Democratic senators Betsy Johnson and Arnie Roblan already had their hands tied on the matter; both senators had received money from timber suppliers that fought against HB 2020. Stimson Lumber CEO Andrew Miller even engaged in an arm-twisting campaign, causing Deschutes Brewery and Dutch Bros. Coffee to abandon their support for the climate legislation.
Still, Sens. Johnson and Roblan could breathe easy. The Democrats didn’t need them. The votes to pass HB 2020 were there, albeit in exact change, and they could still cast a vote on the floor to show their donors they did what they could to stop cap and trade.
Then, in an act mirroring the late John McCain’s slaying of the Republicans’ repeal of the Affordable Care Act, Democrat Laurie Monnes Anderson, representing liberal Multnomah County, announced her “no” vote, effectively killing the bill approved by the House. Anderson’s decision was baffling to some. Her district has gone blue every election since she defeated Ron Sunseri in 2004.
Sen. Monnes Anderson’s reversal on HB 2020 stemmed from a perceived bias against large employers such as Safeway, Albertsons and Boeing, which do not buy their energy from investor-owned utilities.
“The way HB 2020 was written, Boeing would have to pay an extra $10,000 to $12,000 a year for gas, which is nothing; but with electricity, they would pay over a million dollars,” says Sen. Monnes Anderson. “Everyone needs to be treated equitably,” she said.. [Larger companies] need to be treated the same way as companies who buy their utilities from investor-owned companies like PGE.”

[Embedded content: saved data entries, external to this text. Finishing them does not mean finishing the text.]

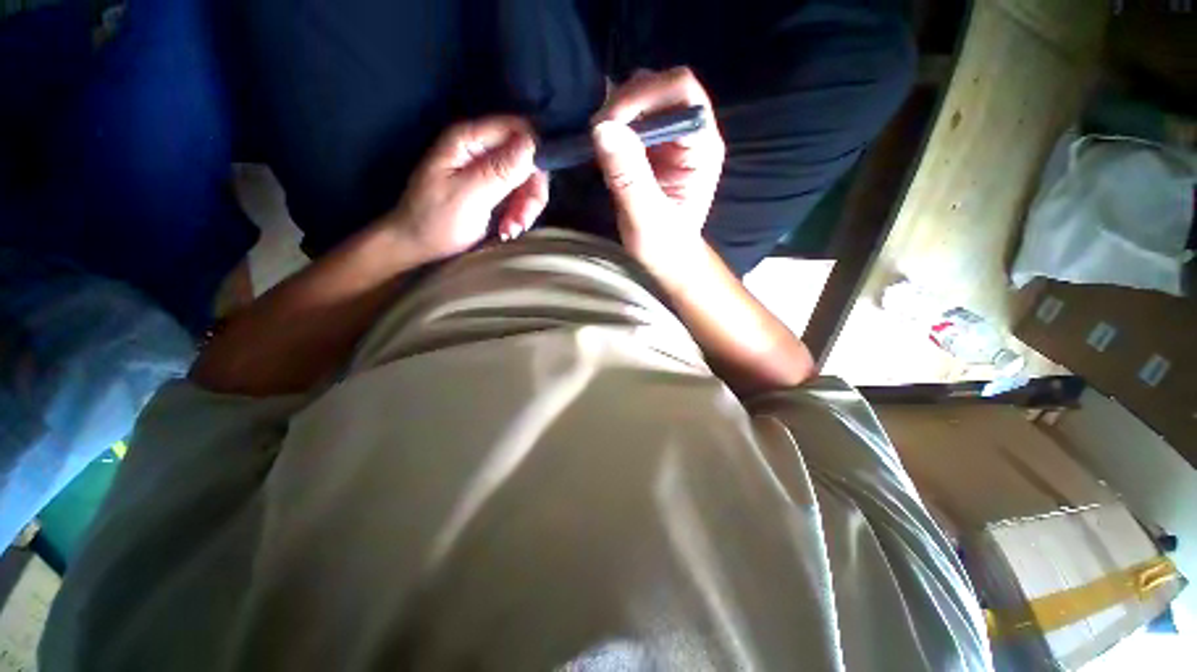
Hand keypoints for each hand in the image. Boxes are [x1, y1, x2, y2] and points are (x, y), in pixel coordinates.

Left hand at [378, 116, 548, 261]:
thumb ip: (500, 170)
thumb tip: (532, 144)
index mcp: (469, 140)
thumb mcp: (469, 196)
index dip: (535, 154)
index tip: (535, 187)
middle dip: (530, 191)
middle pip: (527, 158)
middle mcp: (481, 150)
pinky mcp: (494, 191)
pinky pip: (521, 198)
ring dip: (525, 209)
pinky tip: (509, 231)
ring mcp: (489, 171)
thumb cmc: (436, 221)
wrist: (418, 247)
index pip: (517, 129)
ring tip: (511, 230)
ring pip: (527, 182)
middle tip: (522, 220)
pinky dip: (520, 215)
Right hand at [591, 68, 724, 274]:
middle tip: (596, 132)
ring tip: (596, 140)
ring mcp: (670, 139)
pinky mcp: (652, 147)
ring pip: (644, 98)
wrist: (666, 259)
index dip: (644, 96)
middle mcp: (690, 134)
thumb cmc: (663, 246)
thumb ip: (628, 176)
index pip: (682, 93)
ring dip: (616, 112)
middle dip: (626, 102)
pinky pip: (631, 119)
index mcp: (701, 148)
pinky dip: (612, 125)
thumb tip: (603, 128)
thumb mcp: (645, 218)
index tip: (608, 122)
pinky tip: (600, 146)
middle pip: (662, 88)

The bill offered electric utilities free allowances in the early years of the program to soften the impact of higher electricity rates. When pressed on the specifics of what compromise could be made on the issue, Sen Monnes Anderson replied: “I’m not into the nitty-gritties of it.”
Despite HB 2020’s demise, Gov. Kate Brown continues to explore executive action on cap and trade, adding she has a public mandate to address climate change. Oregonians overwhelmingly support carbon-reducing legislation. A study commissioned by the Nature Conservancy found 71% of Oregonians support cap-and-trade laws. Even when pressed, a majority of respondents still supported taking action when it meant paying more personally.
For all the tumult Sen. Monnes Anderson’s turnabout may have caused, the maverick senator was adamant she hasn’t abandoned the fight against climate change. While she was unclear what precisely would need to be included for cap and trade to have her support, Sen. Monnes Anderson seemed fully aware of the precarious position she’s put herself in with Democratic voters.
“I’ve always said I would vote for a climate bill. I’m a public health nurse, for crying out loud,” she says. “I wanted to vote for it.”
Given the overwhelming popularity of climate-change solutions with Oregon voters, cap-and-trade legislation might not be a matter of if so much as when. Of course, when it comes to climate change, “when?” is the trillion-dollar question.
HB 2020 is dead and no replacement has yet to be unveiled. Until then, Gov. Brown will continue efforts to enact what she believes to be the will of the voters, and Democrats who voted against cap and trade could be staring down the ballot box.